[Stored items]

------------------------------------------------------------------------

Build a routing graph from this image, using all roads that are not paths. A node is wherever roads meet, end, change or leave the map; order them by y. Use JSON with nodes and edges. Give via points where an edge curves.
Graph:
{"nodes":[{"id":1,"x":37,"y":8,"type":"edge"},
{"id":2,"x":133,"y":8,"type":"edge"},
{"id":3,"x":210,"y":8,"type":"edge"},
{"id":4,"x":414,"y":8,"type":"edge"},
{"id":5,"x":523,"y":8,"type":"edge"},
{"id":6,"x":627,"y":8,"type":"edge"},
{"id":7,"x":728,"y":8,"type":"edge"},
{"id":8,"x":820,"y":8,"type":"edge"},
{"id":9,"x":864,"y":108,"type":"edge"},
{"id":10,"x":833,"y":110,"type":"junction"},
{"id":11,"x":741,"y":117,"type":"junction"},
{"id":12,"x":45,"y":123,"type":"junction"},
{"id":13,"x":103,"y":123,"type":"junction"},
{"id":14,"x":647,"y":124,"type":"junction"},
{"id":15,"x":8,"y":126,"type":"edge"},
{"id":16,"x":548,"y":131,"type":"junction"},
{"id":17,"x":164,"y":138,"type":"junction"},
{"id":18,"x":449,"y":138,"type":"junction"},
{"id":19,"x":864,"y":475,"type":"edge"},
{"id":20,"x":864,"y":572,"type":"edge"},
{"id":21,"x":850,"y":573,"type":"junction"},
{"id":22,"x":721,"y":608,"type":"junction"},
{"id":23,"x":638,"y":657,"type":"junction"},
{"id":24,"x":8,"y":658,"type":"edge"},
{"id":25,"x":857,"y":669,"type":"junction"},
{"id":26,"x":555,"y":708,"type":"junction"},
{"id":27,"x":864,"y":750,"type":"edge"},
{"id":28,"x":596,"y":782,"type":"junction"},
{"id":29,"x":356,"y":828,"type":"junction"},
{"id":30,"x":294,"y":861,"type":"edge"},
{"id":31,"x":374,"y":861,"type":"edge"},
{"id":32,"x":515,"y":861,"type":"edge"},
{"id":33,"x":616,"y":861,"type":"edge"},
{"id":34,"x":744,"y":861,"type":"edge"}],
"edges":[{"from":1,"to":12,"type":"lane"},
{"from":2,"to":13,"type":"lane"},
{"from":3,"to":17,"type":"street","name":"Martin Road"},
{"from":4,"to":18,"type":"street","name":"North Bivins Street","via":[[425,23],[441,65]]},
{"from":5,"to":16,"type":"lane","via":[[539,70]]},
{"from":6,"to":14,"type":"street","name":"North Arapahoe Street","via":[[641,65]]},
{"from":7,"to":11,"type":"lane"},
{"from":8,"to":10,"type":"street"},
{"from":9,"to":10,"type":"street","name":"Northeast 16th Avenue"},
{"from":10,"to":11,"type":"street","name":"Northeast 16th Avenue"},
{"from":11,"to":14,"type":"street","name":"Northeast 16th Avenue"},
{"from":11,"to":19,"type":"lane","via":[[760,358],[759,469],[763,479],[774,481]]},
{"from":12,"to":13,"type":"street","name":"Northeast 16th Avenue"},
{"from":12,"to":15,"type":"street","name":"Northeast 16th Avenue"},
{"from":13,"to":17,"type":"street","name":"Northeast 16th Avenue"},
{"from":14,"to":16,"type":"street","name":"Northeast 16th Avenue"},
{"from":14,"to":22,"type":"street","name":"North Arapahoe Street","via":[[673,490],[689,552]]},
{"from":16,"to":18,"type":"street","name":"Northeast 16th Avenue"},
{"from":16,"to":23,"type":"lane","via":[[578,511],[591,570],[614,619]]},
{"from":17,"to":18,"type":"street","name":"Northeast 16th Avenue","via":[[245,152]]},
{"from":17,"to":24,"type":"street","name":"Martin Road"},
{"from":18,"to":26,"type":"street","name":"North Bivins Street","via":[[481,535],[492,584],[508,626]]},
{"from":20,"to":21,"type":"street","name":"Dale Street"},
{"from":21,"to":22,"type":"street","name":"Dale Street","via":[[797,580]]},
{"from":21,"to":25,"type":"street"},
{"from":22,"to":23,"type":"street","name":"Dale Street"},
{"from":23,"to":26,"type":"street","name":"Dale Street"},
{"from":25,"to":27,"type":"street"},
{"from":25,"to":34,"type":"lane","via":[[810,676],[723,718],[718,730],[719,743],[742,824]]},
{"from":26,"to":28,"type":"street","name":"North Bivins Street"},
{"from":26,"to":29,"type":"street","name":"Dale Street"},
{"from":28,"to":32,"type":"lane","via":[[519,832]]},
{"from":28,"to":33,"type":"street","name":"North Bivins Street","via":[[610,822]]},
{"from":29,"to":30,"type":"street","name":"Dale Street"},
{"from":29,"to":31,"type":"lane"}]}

------------------------------------------------------------------------

About this task:
Show every line above in which the word "lane" is found.

Problem solution:
"edges":[{"from":1,"to":12,"type":"lane"},
{"from":2,"to":13,"type":"lane"},
{"from":5,"to":16,"type":"lane","via":[[539,70]]},
{"from":7,"to":11,"type":"lane"},
{"from":11,"to":19,"type":"lane","via":[[760,358],[759,469],[763,479],[774,481]]},
{"from":16,"to":23,"type":"lane","via":[[578,511],[591,570],[614,619]]},
{"from":25,"to":34,"type":"lane","via":[[810,676],[723,718],[718,730],[719,743],[742,824]]},
{"from":28,"to":32,"type":"lane","via":[[519,832]]},
{"from":29,"to":31,"type":"lane"}]}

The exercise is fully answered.